Monday, 27 April 2020

Window Pain

It has become a season for watching.

My toddler and I have spent hours staring out the front window of our house, counting the squirrels and starlings and stray cats. He waves frantically at dog-walking neighbours, and has made fast friends with the garbage men and our mail carrier — but their appearances, though diverting, are tragically brief. He stays at the window long after they have waved good-bye and gone, hoping another friendly face will soon wander our way.

Our home has other portals through which we interact with the world beyond our walls. Video chats with faraway friends and family have become the core of our social diet, and these calls are sustaining and even reviving many important relationships. We spend hours staring through the thin panes of glass that collapse hundreds of kilometres into millimetres of distance and we feel closer to our loved ones than we are in reality... but it’s still a window.

We miss hugs. We miss the helpers who love our child and desperately want to scoop him up and offer us a little parenting relief. We miss grandparents and babysitters and beloved neighbours and aunties and church folk and our village! They are all so willing and so helpless to help us from the other side of these painful sheets of glass.

Our home is a good place. In so many ways we are blessed and safe, and life now resembles in many ways our life as it was pre-pandemic. Our baby boy has both Mum and Dad in the house, and there is love, and food, and play, yet we stand at the windows and yearn for away. Other places, other faces, other things to have and do. We escape our home at the windows of our imaginations, longing for lost access to both sides of the glass that has suddenly walled us in like an aquarium.

But I'm trying to redirect my gaze. It takes an effort of will to focus my heart on the precious inside things my attention has slipped from. Have you noticed, for example, how many different fabric textures exist in one load of laundry? Have you recently revelled in the beauty of a halved red onion?

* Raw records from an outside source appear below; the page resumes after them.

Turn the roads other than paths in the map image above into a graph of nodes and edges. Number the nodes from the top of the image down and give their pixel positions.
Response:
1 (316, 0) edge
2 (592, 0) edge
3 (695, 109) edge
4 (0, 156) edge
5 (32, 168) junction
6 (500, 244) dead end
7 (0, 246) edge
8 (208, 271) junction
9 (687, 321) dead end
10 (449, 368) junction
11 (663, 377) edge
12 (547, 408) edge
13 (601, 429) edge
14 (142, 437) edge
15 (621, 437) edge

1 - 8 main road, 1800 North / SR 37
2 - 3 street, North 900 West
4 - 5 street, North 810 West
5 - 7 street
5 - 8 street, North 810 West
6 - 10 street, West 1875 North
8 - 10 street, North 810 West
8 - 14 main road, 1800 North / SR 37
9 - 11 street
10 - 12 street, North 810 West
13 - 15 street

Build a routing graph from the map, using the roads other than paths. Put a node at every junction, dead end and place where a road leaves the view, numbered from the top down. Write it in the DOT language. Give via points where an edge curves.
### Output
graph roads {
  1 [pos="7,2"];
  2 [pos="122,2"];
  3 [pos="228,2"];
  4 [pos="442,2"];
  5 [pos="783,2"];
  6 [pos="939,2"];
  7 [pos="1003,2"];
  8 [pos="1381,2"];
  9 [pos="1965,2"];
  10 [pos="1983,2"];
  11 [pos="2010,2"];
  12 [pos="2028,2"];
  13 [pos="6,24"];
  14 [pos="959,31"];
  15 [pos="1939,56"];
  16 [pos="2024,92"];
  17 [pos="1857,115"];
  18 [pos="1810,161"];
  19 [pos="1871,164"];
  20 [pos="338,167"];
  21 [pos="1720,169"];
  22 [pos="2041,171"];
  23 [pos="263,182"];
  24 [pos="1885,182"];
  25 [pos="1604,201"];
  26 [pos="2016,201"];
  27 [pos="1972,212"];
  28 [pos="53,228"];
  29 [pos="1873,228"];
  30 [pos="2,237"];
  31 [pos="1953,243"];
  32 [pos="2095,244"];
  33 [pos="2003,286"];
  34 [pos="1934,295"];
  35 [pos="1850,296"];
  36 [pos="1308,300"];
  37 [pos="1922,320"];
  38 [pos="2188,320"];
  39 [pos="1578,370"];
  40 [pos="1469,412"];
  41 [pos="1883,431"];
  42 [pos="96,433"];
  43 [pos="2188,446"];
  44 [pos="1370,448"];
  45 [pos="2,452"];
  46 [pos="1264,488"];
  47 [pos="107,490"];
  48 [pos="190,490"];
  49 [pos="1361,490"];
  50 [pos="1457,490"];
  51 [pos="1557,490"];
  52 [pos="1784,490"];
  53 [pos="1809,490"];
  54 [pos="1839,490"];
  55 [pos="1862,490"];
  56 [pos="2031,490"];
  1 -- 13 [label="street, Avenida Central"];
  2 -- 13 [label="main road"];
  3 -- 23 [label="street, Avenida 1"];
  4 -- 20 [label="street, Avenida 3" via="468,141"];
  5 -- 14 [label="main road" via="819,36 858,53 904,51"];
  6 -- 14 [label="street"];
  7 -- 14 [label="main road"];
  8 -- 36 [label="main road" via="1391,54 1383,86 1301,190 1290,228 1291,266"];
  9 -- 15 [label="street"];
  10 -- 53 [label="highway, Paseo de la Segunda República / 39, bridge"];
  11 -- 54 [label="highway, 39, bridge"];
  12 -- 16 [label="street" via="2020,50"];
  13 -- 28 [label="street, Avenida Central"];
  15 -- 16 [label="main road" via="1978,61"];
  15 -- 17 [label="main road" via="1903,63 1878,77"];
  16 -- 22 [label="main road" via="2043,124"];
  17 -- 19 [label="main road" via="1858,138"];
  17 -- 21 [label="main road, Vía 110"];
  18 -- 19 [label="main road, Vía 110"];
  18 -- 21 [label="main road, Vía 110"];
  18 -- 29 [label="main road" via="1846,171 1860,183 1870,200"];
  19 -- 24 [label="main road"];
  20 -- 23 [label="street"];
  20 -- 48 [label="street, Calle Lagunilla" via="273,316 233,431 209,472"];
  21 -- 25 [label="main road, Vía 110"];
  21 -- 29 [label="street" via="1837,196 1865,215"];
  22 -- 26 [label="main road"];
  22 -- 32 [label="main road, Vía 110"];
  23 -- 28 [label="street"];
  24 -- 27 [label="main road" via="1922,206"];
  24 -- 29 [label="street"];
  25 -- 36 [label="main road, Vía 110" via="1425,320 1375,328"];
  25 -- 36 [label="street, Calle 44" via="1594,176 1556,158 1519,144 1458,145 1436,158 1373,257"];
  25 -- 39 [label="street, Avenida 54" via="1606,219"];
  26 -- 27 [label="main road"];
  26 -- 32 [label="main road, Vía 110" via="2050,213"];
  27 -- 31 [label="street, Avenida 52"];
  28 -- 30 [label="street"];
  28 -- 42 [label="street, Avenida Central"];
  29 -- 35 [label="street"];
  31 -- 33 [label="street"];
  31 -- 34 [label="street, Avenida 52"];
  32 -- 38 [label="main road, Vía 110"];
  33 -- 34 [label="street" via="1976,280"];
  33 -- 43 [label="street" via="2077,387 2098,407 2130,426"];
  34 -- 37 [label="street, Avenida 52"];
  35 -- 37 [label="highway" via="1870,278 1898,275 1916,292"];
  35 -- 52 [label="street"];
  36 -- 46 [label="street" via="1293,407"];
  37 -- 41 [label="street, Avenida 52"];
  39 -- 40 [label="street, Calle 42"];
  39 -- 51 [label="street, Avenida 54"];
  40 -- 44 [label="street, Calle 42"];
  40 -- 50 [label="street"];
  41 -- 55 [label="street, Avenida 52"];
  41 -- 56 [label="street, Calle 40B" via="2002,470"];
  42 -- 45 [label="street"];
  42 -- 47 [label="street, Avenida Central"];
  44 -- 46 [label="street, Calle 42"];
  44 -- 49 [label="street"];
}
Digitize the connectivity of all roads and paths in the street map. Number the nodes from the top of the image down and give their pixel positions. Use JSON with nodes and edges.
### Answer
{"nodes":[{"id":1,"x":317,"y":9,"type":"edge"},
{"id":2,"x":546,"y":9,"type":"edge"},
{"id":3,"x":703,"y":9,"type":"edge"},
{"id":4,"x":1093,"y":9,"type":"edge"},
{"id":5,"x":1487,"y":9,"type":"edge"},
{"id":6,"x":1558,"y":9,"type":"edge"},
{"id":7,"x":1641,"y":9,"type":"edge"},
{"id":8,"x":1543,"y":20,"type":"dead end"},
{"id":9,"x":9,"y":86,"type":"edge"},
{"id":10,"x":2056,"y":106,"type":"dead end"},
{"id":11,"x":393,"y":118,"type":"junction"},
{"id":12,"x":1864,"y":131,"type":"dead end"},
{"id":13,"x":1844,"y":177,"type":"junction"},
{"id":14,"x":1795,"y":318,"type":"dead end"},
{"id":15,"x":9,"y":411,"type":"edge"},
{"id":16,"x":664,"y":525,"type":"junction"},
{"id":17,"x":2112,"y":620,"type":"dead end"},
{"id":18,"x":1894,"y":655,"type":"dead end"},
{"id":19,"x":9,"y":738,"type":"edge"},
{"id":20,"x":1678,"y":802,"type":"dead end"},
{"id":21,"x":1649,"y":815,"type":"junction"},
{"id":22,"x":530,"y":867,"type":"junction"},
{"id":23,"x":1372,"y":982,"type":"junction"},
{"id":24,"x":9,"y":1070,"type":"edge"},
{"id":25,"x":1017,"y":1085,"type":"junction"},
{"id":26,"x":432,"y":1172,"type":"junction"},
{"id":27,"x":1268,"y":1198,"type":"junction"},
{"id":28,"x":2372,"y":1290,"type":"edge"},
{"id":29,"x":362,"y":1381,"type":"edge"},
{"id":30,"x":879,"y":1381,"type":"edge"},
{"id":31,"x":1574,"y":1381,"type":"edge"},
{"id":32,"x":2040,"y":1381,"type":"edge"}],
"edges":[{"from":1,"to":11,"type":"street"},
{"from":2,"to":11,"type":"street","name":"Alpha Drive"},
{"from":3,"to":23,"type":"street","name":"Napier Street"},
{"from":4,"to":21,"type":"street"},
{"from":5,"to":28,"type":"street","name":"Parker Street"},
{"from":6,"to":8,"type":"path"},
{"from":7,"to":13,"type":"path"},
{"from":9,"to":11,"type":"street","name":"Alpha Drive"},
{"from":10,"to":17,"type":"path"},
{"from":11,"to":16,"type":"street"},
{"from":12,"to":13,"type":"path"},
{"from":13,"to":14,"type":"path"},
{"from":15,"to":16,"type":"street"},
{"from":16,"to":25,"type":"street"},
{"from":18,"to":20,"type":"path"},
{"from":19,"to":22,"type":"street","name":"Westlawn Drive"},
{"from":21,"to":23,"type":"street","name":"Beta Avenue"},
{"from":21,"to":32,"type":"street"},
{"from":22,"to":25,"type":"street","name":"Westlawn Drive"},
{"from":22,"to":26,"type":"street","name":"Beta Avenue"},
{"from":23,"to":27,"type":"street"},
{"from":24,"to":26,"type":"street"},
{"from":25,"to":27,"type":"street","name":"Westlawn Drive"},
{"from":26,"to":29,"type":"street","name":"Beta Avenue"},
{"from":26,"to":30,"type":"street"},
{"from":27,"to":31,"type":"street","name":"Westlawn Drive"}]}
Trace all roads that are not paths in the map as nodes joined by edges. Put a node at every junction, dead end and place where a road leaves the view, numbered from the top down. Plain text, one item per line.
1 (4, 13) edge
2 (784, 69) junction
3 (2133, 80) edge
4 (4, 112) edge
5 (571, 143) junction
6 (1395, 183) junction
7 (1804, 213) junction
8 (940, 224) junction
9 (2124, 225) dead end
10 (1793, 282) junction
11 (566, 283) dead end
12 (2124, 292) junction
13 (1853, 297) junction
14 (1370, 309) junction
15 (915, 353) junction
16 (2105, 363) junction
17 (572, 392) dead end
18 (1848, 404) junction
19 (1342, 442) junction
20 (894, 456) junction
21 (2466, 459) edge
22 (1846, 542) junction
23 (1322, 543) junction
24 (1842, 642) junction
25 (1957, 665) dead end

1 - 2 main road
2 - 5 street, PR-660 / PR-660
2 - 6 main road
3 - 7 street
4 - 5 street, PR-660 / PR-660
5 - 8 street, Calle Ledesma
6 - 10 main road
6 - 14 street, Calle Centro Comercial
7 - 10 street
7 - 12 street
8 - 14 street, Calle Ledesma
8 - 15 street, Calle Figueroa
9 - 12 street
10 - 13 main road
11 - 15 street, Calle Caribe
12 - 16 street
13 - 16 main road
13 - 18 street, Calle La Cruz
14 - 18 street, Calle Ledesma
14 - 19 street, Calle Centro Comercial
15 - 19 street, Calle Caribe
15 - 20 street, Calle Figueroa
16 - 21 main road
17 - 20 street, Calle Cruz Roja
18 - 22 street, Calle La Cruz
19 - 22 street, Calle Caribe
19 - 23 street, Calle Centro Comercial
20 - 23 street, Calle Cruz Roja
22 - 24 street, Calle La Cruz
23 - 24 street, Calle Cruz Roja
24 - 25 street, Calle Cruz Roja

Small things, I know, but I want to swap out the metaphorical binoculars I've been using for a microscope and marvel at my close-up world.

For a while, anyway.

I still need my windows. Birds and squirrels, distant relations and dear friends, cooking shows and Mr Rogers and marble races and comedy specials... it is a season for watching. I'm just trying a little harder to watch the world on my side of the pane.

Saturday, 25 April 2020

Neighbo[u]r

When asked if I watched much television as a kid, I sometimes joke that Ms Frizzle was my babysitter.

I don't think we watched more than the average TVO Kids kid, and even looking back at it through the lens of "screen time awareness," I don't think our consumption was excessive in those early years -- but we made good use of our bush cable, and I can still catch most of the 90's programming references when they come up in conversation. The shows we knew, we knew by heart; there was no shame in reruns back then, and classics were syndicated to death.

(My sisters and I also had a lot of freedom to play. We spent a much larger portion of our time thrown outside with instructions to "stay in sight of the house," and return when Mum whistled. I dare say that woman could still summon us with her mighty, piercing blow.)

I haven't introduced Liam to the Magic School Bus gang just yet, but I am extremely grateful for the time that we spend every day under Mr Roger's gentle care. Mr Roger's Neighborhood is a peaceful, musical, curious realm that I am more than happy for Liam to wander through when my attention is needed elsewhere. Our boy asks for "Rogers" pretty regularly, and I don't feel guilty indulging him for fifteen or twenty minutes, a couple times a day. Through my sister's Prime Video subscription we have access to two dozen episodes, spanning from June 17 - July 22, 1968 (that final airing exactly twenty years before I was born). Perhaps when Libraries reopen after this COVID crisis eventually passes we will be able to get more, but, for now, we are looping them happily, re-learning lessons every few weeks.

The songs sprinkled throughout are catchy and positive little jingles, and I find they have replaced most of the pop music that used to run through my mind. Fred's kindness and joy has been patiently influencing the growth of Liam's little heart and reshaping my own internal landscape one heartfelt moment at a time.

I feel we are both in good hands with our dear Mr Rogers. This morning he taught Liam how to say "it's raining" in several languages, and also the importance of waiting (aka delayed gratification) while I folded a load of laundry in peace.

We're into more active play now, and I keep getting beanbags stacked on my keyboard as I type, so I know it's time to redirect my attention. When the day gets long or the making of meals calls my name, I'm thankful that I can beg a favour from for our beloved American "neighbor."